O vento ruge vigorosamente na noite escura e a chuva vem forte. Natureza pura, ausência de luz artificial e sem água encanada. Pelo vidro da janela o clarão dos raios inunda o quarto, sob a trilha sonora dos trovões e da gritaria alvoroçada das árvores sacudidas pela tormenta. Os gatos quietos e de olhos arregalados na área de serviço e os cachorros enovelados em sua casa. Tensão. Adormeço, mesmo assim, pela fadiga da faina diária.

 

Acordo, ainda é noite. Tudo escuro e calmo. Passou. Tudo normal na casa: pessoas, bichos e coisas; água e luz. Graças a Deus, viva Santa Bárbara, santa de Charqueadas. No telejornal, em tempo real, o caos do temporal: árvores arrancadas, casas destelhadas, pessoas desabrigadas, ruas alagadas, cidades fustigadas. Pela manhã, novo dia, aniversário de parente quase oitentão: assar salsichão e comer com pão.
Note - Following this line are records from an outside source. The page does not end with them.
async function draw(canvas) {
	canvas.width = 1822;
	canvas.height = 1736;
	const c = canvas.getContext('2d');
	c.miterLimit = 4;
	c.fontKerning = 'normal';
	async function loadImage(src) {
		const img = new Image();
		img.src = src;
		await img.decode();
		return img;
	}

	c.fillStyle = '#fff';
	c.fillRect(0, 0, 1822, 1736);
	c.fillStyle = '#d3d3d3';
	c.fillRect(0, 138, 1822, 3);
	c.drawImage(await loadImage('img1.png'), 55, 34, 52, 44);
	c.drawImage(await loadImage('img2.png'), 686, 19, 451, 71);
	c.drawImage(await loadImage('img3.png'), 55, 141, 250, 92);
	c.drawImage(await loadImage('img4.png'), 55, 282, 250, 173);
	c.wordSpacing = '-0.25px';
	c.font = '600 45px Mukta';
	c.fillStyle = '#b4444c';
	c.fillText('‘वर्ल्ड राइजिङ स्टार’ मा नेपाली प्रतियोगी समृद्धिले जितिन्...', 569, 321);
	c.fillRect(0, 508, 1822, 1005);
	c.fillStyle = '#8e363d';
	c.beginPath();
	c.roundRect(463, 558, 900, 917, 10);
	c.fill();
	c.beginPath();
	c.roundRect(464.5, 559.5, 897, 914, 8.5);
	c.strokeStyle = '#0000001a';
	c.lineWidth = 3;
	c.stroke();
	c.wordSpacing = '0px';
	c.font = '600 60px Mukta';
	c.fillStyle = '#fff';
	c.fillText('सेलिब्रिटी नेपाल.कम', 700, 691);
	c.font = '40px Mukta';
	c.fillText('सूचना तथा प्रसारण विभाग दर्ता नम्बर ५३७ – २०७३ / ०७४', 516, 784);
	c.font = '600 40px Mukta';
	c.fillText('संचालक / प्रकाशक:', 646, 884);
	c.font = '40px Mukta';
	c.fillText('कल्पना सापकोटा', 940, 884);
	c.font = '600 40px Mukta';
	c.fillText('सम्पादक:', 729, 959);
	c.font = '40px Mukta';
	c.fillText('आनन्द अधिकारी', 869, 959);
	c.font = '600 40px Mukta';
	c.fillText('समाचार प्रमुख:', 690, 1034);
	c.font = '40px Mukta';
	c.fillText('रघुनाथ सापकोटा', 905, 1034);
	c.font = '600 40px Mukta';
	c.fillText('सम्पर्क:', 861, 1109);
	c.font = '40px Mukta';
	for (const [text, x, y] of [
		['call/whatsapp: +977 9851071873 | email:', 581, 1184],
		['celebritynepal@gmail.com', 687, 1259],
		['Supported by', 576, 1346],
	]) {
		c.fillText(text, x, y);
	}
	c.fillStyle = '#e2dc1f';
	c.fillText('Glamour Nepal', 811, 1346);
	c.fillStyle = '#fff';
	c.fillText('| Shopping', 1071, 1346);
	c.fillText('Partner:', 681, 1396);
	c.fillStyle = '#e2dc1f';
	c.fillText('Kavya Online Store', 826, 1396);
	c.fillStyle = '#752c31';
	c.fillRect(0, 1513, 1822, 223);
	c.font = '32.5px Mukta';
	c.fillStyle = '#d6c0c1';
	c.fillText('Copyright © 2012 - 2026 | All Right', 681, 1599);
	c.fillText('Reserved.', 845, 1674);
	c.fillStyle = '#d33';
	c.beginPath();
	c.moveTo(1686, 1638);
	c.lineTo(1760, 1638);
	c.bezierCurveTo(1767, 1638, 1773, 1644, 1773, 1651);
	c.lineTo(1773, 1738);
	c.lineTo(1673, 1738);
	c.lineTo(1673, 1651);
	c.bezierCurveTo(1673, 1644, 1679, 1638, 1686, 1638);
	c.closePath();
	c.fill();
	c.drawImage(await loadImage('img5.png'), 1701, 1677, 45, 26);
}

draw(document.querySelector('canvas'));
Todo mundo bem na família, na rua e no bairro. Graças a Deus, viva Santa Bárbara, santa de Charqueadas.

 

Bárbara nos protegeu? Rogou e intercedeu por nós? Seu feriado ainda é observado... Quem sabe? Nunca se sabe, só se pensa que se sabe, seja assim ou assado. Enfim: tem-se fé ou se acredita, e até quem duvida tem dúvida de seu duvidar - tudo é saber e ignorância, relativas. Os céticos duvidam espistemologicamente da validade do conhecimento tido como verdadeiro; sempre há uma explicação e um paradigma a ser quebrado, processo dialético de sínteses infinitas.

 

No temporal, em tempo real, apenas vivemos, sabemos, cremos, acreditamos, ignoramos e duvidamos. "Quem vive, sabe", escreveu a escritora. Sabe o que, Clarice? Que na hora da estrela todos os gatos são pretos na noite sem estrela e sem lua? Que os salsichões tem de ser bem assados?

 

Clarice fica quieta, não responde. Bárbara sorri, enigmática, em resposta. Vá saber...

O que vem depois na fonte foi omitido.